WHAT TO WORK ON -> Provide the number of lines in the records that hold the string "edges", without any other words.

RECORDED DATA ->
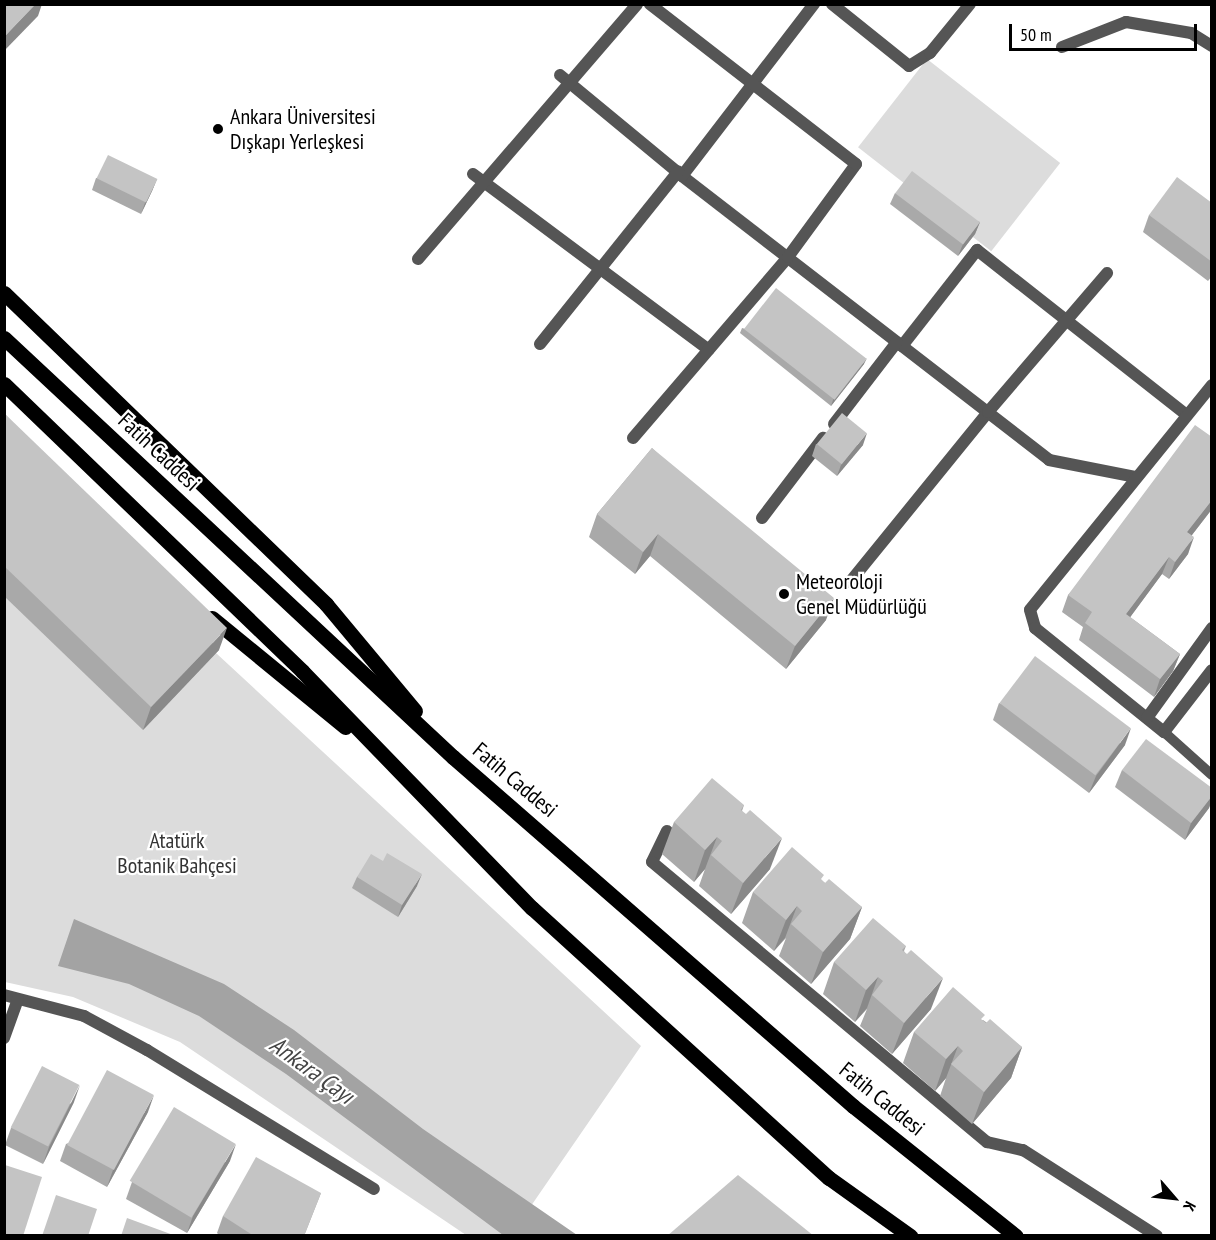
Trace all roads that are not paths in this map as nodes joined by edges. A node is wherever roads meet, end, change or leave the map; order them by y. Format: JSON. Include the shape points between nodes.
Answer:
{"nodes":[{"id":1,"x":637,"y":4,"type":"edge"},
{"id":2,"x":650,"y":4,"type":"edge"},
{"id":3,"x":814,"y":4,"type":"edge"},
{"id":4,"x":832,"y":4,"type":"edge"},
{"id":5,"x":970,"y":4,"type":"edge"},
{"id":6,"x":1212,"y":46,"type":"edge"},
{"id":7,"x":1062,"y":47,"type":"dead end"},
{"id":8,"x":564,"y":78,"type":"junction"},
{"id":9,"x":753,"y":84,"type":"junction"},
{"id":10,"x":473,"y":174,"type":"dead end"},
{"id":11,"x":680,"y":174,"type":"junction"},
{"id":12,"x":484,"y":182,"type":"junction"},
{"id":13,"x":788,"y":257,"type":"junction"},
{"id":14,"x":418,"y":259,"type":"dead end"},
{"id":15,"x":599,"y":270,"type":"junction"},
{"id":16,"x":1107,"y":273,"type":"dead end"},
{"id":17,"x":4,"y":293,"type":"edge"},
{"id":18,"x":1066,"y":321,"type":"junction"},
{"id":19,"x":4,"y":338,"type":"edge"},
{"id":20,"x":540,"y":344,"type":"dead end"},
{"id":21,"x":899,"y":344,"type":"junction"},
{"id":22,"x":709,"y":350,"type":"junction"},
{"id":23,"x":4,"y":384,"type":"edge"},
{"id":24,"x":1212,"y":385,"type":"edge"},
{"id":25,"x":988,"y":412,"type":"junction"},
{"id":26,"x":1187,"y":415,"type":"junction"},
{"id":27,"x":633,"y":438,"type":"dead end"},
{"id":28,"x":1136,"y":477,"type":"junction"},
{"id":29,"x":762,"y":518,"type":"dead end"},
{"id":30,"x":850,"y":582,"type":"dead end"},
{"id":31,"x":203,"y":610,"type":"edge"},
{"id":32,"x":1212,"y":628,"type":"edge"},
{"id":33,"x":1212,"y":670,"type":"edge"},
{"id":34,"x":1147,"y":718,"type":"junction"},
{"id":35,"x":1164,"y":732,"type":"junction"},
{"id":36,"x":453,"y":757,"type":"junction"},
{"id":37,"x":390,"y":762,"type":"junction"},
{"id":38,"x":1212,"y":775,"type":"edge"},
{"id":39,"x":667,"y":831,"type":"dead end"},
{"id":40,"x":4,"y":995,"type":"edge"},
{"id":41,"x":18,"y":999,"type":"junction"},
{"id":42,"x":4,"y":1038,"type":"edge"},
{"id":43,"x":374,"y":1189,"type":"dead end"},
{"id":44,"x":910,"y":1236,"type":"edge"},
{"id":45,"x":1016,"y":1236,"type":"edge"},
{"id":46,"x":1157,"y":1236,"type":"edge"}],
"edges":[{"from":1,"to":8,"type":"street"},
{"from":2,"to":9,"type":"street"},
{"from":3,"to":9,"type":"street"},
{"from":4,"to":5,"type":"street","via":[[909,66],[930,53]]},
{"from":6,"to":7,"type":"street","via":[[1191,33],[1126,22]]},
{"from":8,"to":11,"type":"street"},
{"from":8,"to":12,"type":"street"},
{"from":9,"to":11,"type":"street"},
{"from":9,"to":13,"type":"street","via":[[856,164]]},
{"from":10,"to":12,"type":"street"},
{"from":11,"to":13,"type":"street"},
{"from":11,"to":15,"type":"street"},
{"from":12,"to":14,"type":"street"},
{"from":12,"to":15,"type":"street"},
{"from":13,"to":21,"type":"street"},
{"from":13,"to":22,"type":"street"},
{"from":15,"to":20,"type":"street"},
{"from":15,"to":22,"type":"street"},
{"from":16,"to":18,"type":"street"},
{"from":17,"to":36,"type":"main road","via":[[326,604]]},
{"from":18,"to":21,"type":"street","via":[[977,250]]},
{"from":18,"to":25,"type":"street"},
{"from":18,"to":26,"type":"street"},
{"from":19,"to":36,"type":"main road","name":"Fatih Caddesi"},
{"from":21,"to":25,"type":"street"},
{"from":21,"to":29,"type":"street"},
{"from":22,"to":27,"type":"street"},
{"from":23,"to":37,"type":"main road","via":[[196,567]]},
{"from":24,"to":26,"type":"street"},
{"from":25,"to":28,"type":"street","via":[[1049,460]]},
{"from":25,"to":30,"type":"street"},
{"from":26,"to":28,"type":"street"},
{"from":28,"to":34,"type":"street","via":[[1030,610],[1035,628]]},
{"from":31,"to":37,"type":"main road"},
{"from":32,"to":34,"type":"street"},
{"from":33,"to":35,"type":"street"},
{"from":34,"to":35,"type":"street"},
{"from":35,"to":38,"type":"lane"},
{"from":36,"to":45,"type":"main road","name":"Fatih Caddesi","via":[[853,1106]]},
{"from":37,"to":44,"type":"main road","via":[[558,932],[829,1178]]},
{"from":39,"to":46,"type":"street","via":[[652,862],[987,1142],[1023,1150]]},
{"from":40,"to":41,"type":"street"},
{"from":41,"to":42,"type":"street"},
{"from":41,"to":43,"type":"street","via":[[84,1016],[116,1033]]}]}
...
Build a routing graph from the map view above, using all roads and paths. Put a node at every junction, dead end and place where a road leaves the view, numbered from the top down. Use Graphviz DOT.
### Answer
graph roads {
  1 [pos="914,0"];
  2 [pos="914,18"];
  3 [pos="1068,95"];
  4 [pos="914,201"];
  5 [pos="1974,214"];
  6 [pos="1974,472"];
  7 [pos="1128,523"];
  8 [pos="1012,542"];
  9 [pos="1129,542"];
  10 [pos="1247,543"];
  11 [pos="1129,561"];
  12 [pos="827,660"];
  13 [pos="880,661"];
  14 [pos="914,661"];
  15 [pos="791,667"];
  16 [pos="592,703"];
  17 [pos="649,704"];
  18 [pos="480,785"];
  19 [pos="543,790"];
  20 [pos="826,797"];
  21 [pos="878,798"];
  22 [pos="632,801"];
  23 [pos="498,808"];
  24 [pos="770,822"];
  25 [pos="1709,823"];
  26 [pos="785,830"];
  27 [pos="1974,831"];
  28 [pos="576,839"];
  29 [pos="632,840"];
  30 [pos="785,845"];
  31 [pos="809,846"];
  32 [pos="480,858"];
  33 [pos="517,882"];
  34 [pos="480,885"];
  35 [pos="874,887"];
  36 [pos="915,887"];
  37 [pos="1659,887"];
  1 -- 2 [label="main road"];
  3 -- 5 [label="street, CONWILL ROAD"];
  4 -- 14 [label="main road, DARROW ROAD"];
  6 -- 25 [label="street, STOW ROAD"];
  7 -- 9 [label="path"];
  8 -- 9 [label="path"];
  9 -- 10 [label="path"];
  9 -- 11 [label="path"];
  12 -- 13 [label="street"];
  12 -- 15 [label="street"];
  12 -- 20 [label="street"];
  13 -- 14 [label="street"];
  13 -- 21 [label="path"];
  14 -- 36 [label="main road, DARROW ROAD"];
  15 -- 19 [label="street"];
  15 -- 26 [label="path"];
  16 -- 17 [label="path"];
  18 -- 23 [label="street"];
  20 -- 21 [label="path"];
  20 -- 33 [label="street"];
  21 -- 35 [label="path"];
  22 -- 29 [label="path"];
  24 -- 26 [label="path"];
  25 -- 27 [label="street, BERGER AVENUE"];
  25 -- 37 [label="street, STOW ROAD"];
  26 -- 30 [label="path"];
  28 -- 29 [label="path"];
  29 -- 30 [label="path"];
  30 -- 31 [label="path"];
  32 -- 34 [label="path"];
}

SOLUTION TO THE EXERCISE -> 2